SOURCE DATA Block Start
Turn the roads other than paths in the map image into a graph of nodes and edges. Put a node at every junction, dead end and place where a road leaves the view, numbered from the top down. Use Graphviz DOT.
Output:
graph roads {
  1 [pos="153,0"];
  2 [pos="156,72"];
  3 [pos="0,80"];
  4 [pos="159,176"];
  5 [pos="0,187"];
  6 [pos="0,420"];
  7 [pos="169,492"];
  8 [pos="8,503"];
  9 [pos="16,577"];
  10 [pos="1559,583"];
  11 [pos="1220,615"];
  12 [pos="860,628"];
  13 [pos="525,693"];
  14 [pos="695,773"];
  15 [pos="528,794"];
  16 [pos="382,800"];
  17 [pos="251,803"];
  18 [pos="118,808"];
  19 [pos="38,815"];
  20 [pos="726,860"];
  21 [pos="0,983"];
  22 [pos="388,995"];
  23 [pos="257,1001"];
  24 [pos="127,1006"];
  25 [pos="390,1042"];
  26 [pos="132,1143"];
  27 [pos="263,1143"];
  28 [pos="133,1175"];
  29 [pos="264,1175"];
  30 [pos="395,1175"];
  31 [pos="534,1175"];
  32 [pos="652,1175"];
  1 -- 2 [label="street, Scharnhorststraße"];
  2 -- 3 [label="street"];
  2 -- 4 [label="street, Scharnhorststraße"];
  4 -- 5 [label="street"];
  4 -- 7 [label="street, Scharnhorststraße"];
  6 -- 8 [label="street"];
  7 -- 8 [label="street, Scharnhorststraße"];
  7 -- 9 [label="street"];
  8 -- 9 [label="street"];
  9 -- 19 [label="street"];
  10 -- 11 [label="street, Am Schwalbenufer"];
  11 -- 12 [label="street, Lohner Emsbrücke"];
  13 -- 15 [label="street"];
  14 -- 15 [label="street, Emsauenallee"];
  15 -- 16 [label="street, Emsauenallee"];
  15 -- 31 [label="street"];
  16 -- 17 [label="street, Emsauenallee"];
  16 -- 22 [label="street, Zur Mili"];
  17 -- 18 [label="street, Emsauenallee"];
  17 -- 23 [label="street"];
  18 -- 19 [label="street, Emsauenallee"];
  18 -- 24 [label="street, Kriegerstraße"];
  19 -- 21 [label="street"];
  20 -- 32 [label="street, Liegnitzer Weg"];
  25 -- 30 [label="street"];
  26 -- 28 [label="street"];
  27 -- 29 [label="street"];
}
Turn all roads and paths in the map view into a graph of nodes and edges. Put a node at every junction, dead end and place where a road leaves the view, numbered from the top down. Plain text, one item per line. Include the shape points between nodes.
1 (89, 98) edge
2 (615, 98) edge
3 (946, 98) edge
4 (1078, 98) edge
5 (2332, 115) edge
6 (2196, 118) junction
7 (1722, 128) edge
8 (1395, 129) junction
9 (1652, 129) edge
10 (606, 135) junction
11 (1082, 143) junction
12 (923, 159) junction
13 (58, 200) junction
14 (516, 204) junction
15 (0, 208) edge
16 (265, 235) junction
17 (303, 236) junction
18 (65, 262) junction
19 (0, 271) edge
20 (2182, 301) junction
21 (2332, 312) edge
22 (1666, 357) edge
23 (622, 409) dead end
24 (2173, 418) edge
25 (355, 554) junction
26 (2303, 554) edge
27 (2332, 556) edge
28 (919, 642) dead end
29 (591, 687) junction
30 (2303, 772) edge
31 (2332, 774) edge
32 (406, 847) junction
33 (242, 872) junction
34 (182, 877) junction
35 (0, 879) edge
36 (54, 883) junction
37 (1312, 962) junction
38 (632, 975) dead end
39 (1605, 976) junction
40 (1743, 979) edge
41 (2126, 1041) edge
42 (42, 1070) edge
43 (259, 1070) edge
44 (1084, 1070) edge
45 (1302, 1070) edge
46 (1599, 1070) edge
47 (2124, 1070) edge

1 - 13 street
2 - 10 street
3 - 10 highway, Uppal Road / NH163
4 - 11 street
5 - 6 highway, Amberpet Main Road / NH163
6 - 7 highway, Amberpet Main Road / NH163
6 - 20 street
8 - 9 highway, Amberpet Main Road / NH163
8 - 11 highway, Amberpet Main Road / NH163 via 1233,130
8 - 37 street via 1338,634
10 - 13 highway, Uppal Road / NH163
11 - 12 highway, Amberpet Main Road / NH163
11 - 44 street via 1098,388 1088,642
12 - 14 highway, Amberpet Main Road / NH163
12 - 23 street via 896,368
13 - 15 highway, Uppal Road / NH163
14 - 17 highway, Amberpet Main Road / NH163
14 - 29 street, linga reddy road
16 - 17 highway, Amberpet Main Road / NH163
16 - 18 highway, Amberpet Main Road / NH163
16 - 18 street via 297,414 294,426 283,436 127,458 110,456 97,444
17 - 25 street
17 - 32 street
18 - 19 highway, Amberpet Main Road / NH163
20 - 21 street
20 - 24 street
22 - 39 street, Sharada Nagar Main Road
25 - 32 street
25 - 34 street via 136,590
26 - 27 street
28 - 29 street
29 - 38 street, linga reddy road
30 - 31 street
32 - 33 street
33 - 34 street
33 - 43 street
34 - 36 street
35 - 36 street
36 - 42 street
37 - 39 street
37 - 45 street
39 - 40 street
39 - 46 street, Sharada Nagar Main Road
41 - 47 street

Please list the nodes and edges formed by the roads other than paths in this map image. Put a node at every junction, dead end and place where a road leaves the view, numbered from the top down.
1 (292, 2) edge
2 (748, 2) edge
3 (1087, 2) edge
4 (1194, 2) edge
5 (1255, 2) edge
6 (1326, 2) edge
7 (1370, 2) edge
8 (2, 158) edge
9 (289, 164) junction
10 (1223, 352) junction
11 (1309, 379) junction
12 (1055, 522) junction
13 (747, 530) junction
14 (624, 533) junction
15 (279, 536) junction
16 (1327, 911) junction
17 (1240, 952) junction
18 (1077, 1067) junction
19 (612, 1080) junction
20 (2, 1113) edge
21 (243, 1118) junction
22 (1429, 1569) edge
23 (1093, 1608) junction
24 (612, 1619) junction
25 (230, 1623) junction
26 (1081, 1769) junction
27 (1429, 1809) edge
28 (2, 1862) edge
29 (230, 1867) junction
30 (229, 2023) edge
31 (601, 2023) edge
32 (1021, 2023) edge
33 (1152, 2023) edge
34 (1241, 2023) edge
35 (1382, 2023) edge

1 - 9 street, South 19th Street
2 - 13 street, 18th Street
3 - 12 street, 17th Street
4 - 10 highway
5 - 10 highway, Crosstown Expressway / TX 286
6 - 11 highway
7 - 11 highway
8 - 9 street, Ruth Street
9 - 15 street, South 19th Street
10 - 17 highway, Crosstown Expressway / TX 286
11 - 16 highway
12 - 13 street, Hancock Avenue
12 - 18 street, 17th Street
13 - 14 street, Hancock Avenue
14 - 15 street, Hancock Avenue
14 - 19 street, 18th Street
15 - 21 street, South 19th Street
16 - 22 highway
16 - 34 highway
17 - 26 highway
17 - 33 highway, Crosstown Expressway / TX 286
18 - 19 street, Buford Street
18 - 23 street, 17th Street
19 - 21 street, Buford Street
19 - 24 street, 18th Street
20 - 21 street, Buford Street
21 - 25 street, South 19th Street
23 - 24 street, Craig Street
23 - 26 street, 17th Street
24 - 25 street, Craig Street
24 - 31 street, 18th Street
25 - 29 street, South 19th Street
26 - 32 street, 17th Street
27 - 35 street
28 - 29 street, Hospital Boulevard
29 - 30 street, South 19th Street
SOURCE DATA Block End
TASK PROMPT: Restate the entries above word for word.

RESULT OF THE EXERCISE:
Turn the roads other than paths in the map image into a graph of nodes and edges. Put a node at every junction, dead end and place where a road leaves the view, numbered from the top down. Use Graphviz DOT.
Output:
graph roads {
  1 [pos="153,0"];
  2 [pos="156,72"];
  3 [pos="0,80"];
  4 [pos="159,176"];
  5 [pos="0,187"];
  6 [pos="0,420"];
  7 [pos="169,492"];
  8 [pos="8,503"];
  9 [pos="16,577"];
  10 [pos="1559,583"];
  11 [pos="1220,615"];
  12 [pos="860,628"];
  13 [pos="525,693"];
  14 [pos="695,773"];
  15 [pos="528,794"];
  16 [pos="382,800"];
  17 [pos="251,803"];
  18 [pos="118,808"];
  19 [pos="38,815"];
  20 [pos="726,860"];
  21 [pos="0,983"];
  22 [pos="388,995"];
  23 [pos="257,1001"];
  24 [pos="127,1006"];
  25 [pos="390,1042"];
  26 [pos="132,1143"];
  27 [pos="263,1143"];
  28 [pos="133,1175"];
  29 [pos="264,1175"];
  30 [pos="395,1175"];
  31 [pos="534,1175"];
  32 [pos="652,1175"];
  1 -- 2 [label="street, Scharnhorststraße"];
  2 -- 3 [label="street"];
  2 -- 4 [label="street, Scharnhorststraße"];
  4 -- 5 [label="street"];
  4 -- 7 [label="street, Scharnhorststraße"];
  6 -- 8 [label="street"];
  7 -- 8 [label="street, Scharnhorststraße"];
  7 -- 9 [label="street"];
  8 -- 9 [label="street"];
  9 -- 19 [label="street"];
  10 -- 11 [label="street, Am Schwalbenufer"];
  11 -- 12 [label="street, Lohner Emsbrücke"];
  13 -- 15 [label="street"];
  14 -- 15 [label="street, Emsauenallee"];
  15 -- 16 [label="street, Emsauenallee"];
  15 -- 31 [label="street"];
  16 -- 17 [label="street, Emsauenallee"];
  16 -- 22 [label="street, Zur Mili"];
  17 -- 18 [label="street, Emsauenallee"];
  17 -- 23 [label="street"];
  18 -- 19 [label="street, Emsauenallee"];
  18 -- 24 [label="street, Kriegerstraße"];
  19 -- 21 [label="street"];
  20 -- 32 [label="street, Liegnitzer Weg"];
  25 -- 30 [label="street"];
  26 -- 28 [label="street"];
  27 -- 29 [label="street"];
}
Turn all roads and paths in the map view into a graph of nodes and edges. Put a node at every junction, dead end and place where a road leaves the view, numbered from the top down. Plain text, one item per line. Include the shape points between nodes.
1 (89, 98) edge
2 (615, 98) edge
3 (946, 98) edge
4 (1078, 98) edge
5 (2332, 115) edge
6 (2196, 118) junction
7 (1722, 128) edge
8 (1395, 129) junction
9 (1652, 129) edge
10 (606, 135) junction
11 (1082, 143) junction
12 (923, 159) junction
13 (58, 200) junction
14 (516, 204) junction
15 (0, 208) edge
16 (265, 235) junction
17 (303, 236) junction
18 (65, 262) junction
19 (0, 271) edge
20 (2182, 301) junction
21 (2332, 312) edge
22 (1666, 357) edge
23 (622, 409) dead end
24 (2173, 418) edge
25 (355, 554) junction
26 (2303, 554) edge
27 (2332, 556) edge
28 (919, 642) dead end
29 (591, 687) junction
30 (2303, 772) edge
31 (2332, 774) edge
32 (406, 847) junction
33 (242, 872) junction
34 (182, 877) junction
35 (0, 879) edge
36 (54, 883) junction
37 (1312, 962) junction
38 (632, 975) dead end
39 (1605, 976) junction
40 (1743, 979) edge
41 (2126, 1041) edge
42 (42, 1070) edge
43 (259, 1070) edge
44 (1084, 1070) edge
45 (1302, 1070) edge
46 (1599, 1070) edge
47 (2124, 1070) edge

1 - 13 street
2 - 10 street
3 - 10 highway, Uppal Road / NH163
4 - 11 street
5 - 6 highway, Amberpet Main Road / NH163
6 - 7 highway, Amberpet Main Road / NH163
6 - 20 street
8 - 9 highway, Amberpet Main Road / NH163
8 - 11 highway, Amberpet Main Road / NH163 via 1233,130
8 - 37 street via 1338,634
10 - 13 highway, Uppal Road / NH163
11 - 12 highway, Amberpet Main Road / NH163
11 - 44 street via 1098,388 1088,642
12 - 14 highway, Amberpet Main Road / NH163
12 - 23 street via 896,368
13 - 15 highway, Uppal Road / NH163
14 - 17 highway, Amberpet Main Road / NH163
14 - 29 street, linga reddy road
16 - 17 highway, Amberpet Main Road / NH163
16 - 18 highway, Amberpet Main Road / NH163
16 - 18 street via 297,414 294,426 283,436 127,458 110,456 97,444
17 - 25 street
17 - 32 street
18 - 19 highway, Amberpet Main Road / NH163
20 - 21 street
20 - 24 street
22 - 39 street, Sharada Nagar Main Road
25 - 32 street
25 - 34 street via 136,590
26 - 27 street
28 - 29 street
29 - 38 street, linga reddy road
30 - 31 street
32 - 33 street
33 - 34 street
33 - 43 street
34 - 36 street
35 - 36 street
36 - 42 street
37 - 39 street
37 - 45 street
39 - 40 street
39 - 46 street, Sharada Nagar Main Road
41 - 47 street

Please list the nodes and edges formed by the roads other than paths in this map image. Put a node at every junction, dead end and place where a road leaves the view, numbered from the top down.
1 (292, 2) edge
2 (748, 2) edge
3 (1087, 2) edge
4 (1194, 2) edge
5 (1255, 2) edge
6 (1326, 2) edge
7 (1370, 2) edge
8 (2, 158) edge
9 (289, 164) junction
10 (1223, 352) junction
11 (1309, 379) junction
12 (1055, 522) junction
13 (747, 530) junction
14 (624, 533) junction
15 (279, 536) junction
16 (1327, 911) junction
17 (1240, 952) junction
18 (1077, 1067) junction
19 (612, 1080) junction
20 (2, 1113) edge
21 (243, 1118) junction
22 (1429, 1569) edge
23 (1093, 1608) junction
24 (612, 1619) junction
25 (230, 1623) junction
26 (1081, 1769) junction
27 (1429, 1809) edge
28 (2, 1862) edge
29 (230, 1867) junction
30 (229, 2023) edge
31 (601, 2023) edge
32 (1021, 2023) edge
33 (1152, 2023) edge
34 (1241, 2023) edge
35 (1382, 2023) edge

1 - 9 street, South 19th Street
2 - 13 street, 18th Street
3 - 12 street, 17th Street
4 - 10 highway
5 - 10 highway, Crosstown Expressway / TX 286
6 - 11 highway
7 - 11 highway
8 - 9 street, Ruth Street
9 - 15 street, South 19th Street
10 - 17 highway, Crosstown Expressway / TX 286
11 - 16 highway
12 - 13 street, Hancock Avenue
12 - 18 street, 17th Street
13 - 14 street, Hancock Avenue
14 - 15 street, Hancock Avenue
14 - 19 street, 18th Street
15 - 21 street, South 19th Street
16 - 22 highway
16 - 34 highway
17 - 26 highway
17 - 33 highway, Crosstown Expressway / TX 286
18 - 19 street, Buford Street
18 - 23 street, 17th Street
19 - 21 street, Buford Street
19 - 24 street, 18th Street
20 - 21 street, Buford Street
21 - 25 street, South 19th Street
23 - 24 street, Craig Street
23 - 26 street, 17th Street
24 - 25 street, Craig Street
24 - 31 street, 18th Street
25 - 29 street, South 19th Street
26 - 32 street, 17th Street
27 - 35 street
28 - 29 street, Hospital Boulevard
29 - 30 street, South 19th Street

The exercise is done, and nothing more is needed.